*What you should do*.
What is the number of lines in the data that include the string "lane"? Give it by itself.

START Records for this task

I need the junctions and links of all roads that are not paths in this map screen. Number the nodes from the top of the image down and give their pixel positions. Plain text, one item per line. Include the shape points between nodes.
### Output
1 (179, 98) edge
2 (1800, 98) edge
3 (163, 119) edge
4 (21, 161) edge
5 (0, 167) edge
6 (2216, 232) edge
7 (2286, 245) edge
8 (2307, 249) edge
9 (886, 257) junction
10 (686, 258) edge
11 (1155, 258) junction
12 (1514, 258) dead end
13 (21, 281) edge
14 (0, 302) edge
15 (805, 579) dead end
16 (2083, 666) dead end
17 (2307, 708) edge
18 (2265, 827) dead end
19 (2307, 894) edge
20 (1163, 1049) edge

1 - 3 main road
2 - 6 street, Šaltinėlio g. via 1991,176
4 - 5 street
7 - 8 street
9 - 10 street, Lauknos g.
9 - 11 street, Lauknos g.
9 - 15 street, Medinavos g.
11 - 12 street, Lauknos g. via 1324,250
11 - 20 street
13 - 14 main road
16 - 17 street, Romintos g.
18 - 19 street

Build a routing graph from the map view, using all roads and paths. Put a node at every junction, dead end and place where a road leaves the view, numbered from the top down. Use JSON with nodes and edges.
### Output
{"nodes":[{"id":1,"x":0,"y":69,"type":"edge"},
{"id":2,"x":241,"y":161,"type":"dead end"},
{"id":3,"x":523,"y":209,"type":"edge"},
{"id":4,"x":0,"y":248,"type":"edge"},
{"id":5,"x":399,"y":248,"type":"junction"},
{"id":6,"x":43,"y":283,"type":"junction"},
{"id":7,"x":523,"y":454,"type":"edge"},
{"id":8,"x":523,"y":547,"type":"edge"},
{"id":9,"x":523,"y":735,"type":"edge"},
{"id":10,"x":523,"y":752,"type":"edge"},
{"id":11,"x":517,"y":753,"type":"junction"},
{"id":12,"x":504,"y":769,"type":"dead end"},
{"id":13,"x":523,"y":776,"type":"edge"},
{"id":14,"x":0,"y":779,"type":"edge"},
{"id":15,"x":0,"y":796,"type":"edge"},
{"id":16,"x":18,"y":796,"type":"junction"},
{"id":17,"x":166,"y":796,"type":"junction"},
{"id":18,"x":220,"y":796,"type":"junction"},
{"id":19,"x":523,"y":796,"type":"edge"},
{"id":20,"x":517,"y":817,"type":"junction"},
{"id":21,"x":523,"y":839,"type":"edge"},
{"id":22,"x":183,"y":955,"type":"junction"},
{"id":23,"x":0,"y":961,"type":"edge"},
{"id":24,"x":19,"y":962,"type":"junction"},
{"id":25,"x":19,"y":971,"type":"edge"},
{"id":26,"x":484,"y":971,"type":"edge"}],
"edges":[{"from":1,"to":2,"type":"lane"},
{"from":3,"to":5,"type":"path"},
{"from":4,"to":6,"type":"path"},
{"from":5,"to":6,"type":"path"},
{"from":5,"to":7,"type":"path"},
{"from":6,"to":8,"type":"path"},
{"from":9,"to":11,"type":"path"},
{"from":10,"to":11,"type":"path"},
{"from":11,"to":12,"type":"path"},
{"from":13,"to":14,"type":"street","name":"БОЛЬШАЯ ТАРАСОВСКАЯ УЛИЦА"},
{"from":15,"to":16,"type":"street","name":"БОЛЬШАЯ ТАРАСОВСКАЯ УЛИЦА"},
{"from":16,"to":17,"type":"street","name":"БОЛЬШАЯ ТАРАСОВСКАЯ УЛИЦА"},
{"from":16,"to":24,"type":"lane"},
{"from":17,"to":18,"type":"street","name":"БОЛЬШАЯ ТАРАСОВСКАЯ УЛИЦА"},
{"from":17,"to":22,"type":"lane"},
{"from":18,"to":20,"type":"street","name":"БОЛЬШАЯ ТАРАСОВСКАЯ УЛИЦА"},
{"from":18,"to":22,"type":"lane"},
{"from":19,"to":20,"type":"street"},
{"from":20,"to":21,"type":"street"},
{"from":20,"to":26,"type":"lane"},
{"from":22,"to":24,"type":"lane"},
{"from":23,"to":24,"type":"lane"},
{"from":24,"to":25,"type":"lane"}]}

END Records for this task

*Your solution*.
8